◆ **What this task involves**
Restrict the output to the lines below starting at the one that contains "index pip: (901, 916)" and ending at the one that contains "ring mcp: (1168, 976)", and restate them word for word, both ends included.

Dataset items:
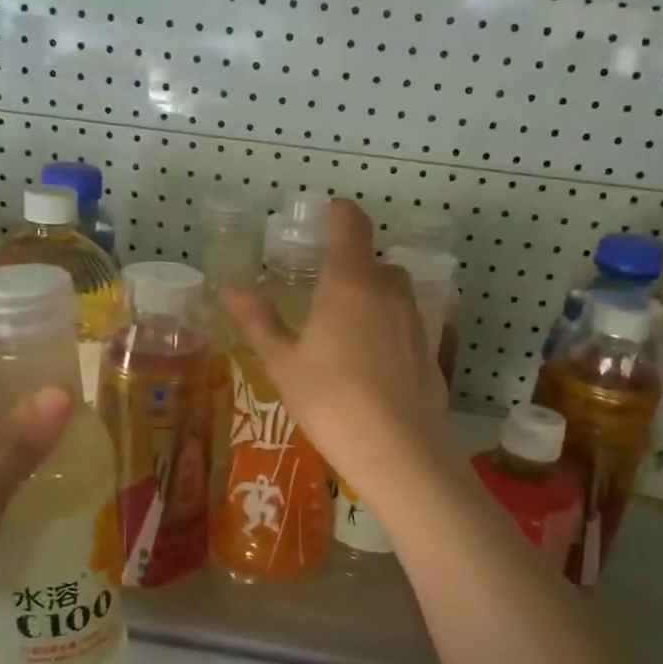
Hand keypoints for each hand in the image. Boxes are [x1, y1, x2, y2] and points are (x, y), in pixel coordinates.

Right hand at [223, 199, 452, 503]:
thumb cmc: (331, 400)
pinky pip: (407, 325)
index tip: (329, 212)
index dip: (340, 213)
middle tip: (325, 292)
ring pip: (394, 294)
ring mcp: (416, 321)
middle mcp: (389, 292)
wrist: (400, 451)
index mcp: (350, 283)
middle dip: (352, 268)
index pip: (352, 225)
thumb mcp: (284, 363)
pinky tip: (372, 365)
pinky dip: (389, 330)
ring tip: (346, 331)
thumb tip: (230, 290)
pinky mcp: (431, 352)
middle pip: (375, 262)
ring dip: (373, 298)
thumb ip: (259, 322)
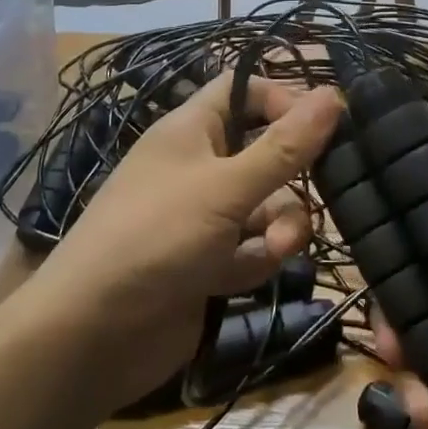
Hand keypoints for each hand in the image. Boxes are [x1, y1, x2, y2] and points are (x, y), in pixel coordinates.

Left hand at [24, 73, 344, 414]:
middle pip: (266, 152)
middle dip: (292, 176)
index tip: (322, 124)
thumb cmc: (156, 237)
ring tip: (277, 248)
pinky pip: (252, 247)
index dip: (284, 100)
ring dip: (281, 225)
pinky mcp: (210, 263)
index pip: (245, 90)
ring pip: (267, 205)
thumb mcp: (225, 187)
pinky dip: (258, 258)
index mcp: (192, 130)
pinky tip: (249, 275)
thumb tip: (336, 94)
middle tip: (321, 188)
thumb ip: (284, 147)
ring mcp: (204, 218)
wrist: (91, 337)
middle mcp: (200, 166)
* * *
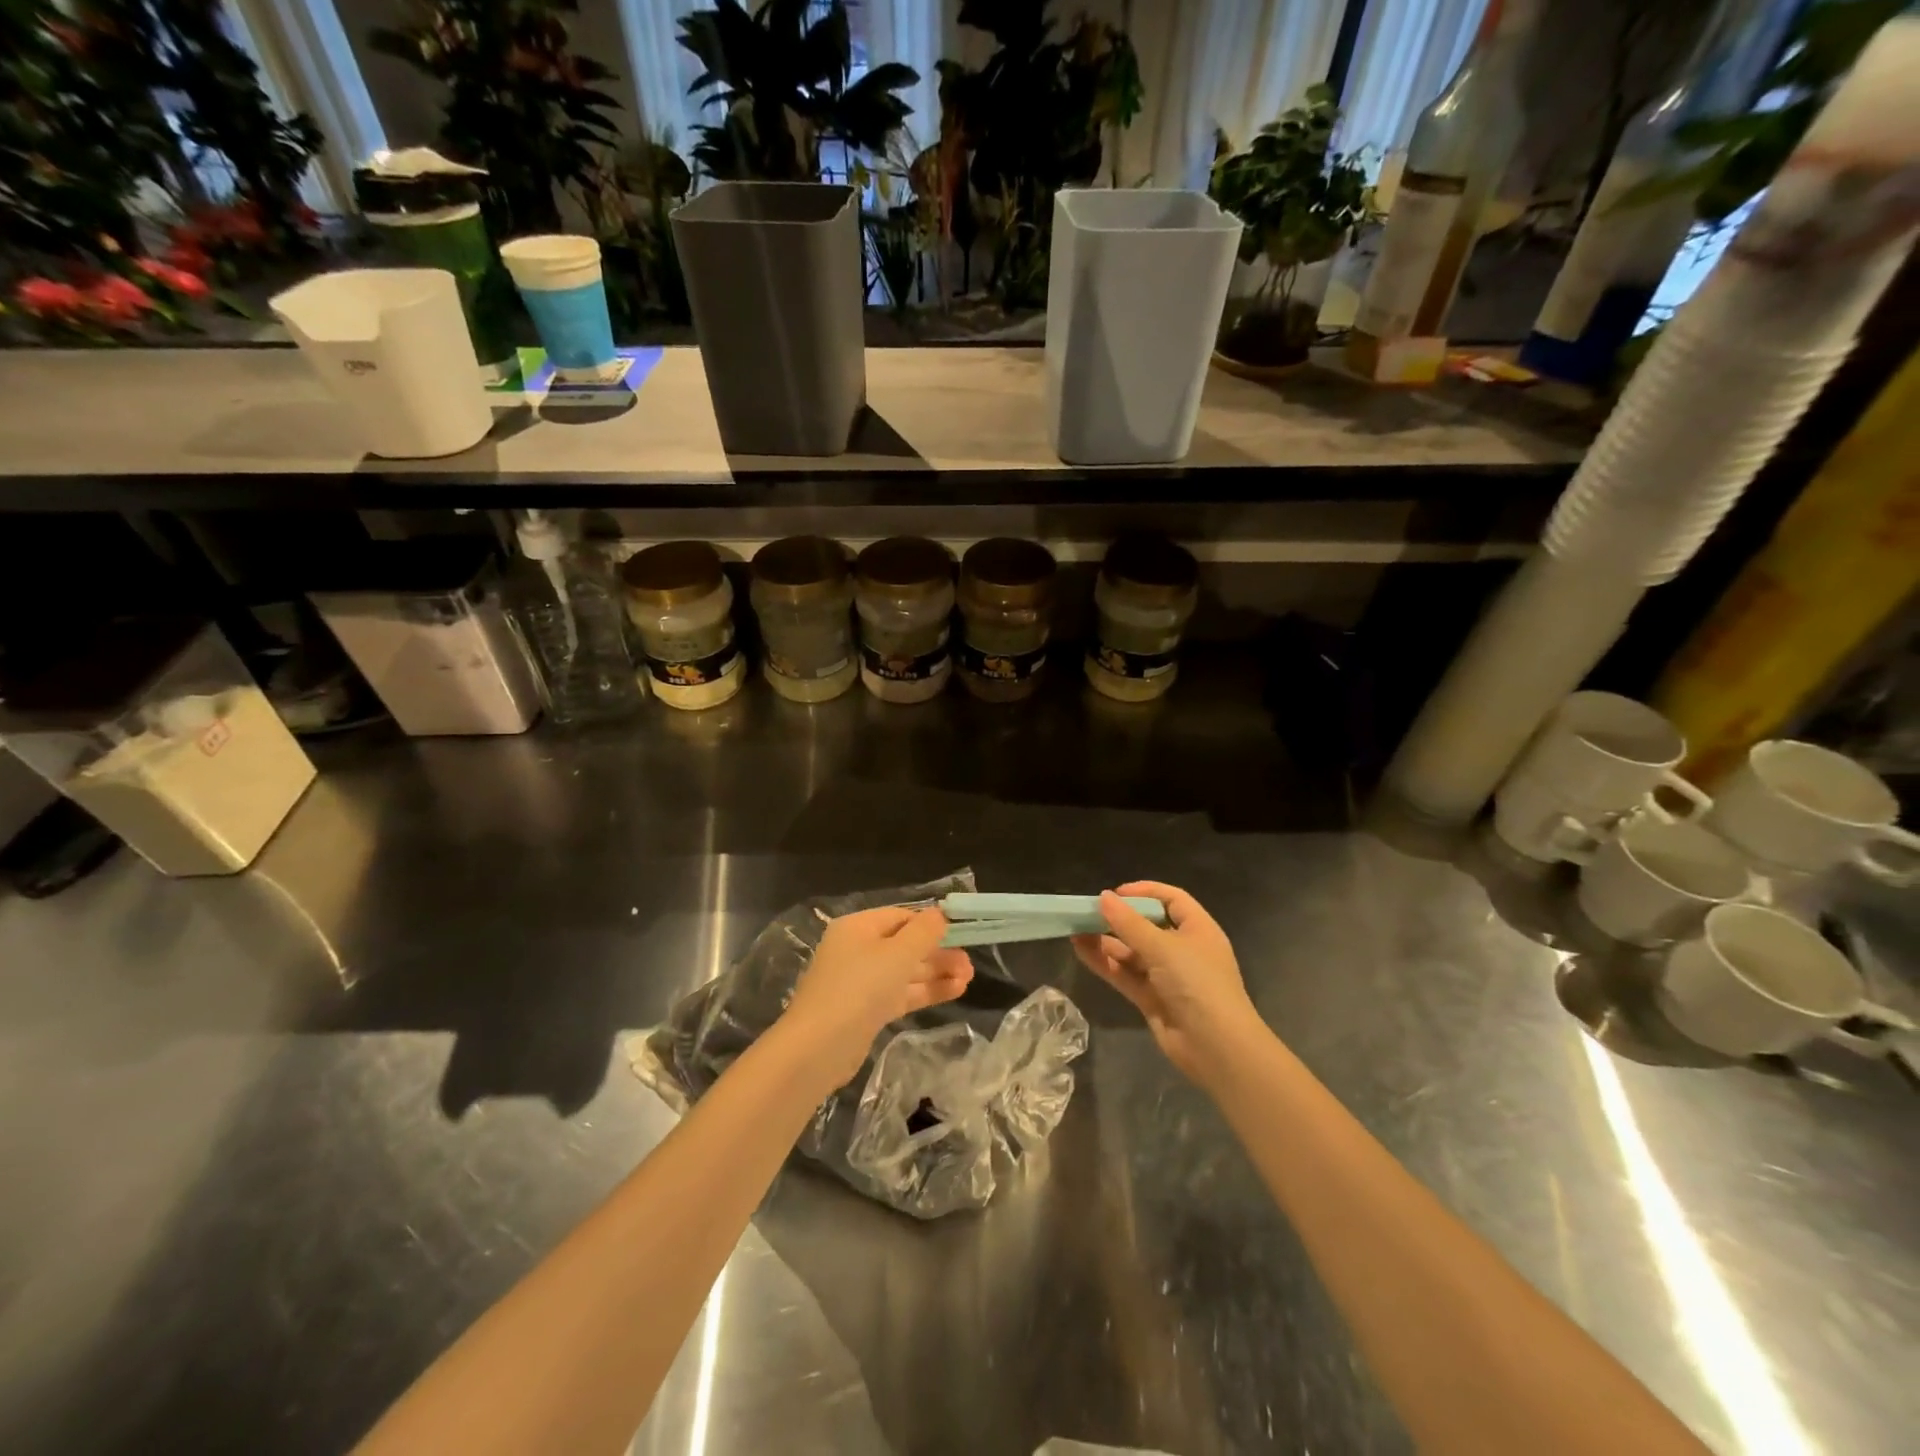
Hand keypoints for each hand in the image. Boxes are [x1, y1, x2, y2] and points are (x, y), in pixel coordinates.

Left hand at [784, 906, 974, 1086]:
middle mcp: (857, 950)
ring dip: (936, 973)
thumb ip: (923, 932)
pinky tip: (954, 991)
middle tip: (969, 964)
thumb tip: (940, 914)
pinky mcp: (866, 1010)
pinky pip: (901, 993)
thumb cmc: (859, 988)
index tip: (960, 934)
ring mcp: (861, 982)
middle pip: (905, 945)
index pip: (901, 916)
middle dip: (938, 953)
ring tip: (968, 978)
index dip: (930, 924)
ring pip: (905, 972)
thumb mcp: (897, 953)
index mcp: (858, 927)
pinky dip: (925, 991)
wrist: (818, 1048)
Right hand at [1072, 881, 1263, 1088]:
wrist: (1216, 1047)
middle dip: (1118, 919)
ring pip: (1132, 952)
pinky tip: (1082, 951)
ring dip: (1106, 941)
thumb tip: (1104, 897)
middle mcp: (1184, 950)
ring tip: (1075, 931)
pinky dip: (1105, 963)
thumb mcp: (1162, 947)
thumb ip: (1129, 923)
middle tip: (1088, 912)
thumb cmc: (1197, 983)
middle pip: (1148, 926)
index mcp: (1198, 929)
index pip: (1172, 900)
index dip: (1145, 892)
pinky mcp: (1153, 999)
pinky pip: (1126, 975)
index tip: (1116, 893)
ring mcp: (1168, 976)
--
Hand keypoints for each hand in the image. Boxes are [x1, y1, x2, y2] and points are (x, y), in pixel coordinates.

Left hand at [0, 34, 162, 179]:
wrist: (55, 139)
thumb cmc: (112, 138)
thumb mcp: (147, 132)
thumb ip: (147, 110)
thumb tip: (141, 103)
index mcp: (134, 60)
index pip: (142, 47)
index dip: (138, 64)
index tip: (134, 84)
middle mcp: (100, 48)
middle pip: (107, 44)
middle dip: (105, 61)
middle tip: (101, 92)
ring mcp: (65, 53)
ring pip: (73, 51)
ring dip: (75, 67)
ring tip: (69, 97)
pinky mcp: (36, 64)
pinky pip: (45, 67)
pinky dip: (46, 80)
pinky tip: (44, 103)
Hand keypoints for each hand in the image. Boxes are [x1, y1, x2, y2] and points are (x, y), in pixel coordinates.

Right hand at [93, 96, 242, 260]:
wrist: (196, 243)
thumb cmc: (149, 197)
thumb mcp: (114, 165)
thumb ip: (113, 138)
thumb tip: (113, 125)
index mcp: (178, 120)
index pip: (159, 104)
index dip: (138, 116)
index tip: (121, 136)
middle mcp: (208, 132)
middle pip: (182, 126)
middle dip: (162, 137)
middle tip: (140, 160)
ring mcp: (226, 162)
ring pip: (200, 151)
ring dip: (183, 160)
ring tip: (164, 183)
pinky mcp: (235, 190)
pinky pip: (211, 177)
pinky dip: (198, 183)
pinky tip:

◆ **Solution for this exercise**
index pip: (901, 916)
middle dip: (938, 953)
ring tip: (968, 978)
index dip: (930, 924)
ring pip: (905, 972)
thumb mcp: (897, 953)
index mcp: (858, 927)
pinky dip: (925, 991)
wrist: (818, 1048)
Right hand at [1072, 881, 1263, 1088]:
wrist: (1216, 1047)
middle dip: (1118, 919)
ring pip: (1132, 952)
pinky tip: (1082, 951)
ring dip: (1106, 941)
thumb tip: (1104, 897)
middle mcp: (1184, 950)
ring tip: (1075, 931)
pinky dip: (1105, 963)
thumb mcp: (1162, 947)
thumb ip: (1129, 923)
middle tip: (1088, 912)
thumb cmc: (1197, 983)
middle pip: (1148, 926)
index mcp: (1198, 929)
index pip: (1172, 900)
index dip: (1145, 892)
pinky mcp: (1153, 999)
pinky pip: (1126, 975)
index tip: (1116, 893)
ring mcp: (1168, 976)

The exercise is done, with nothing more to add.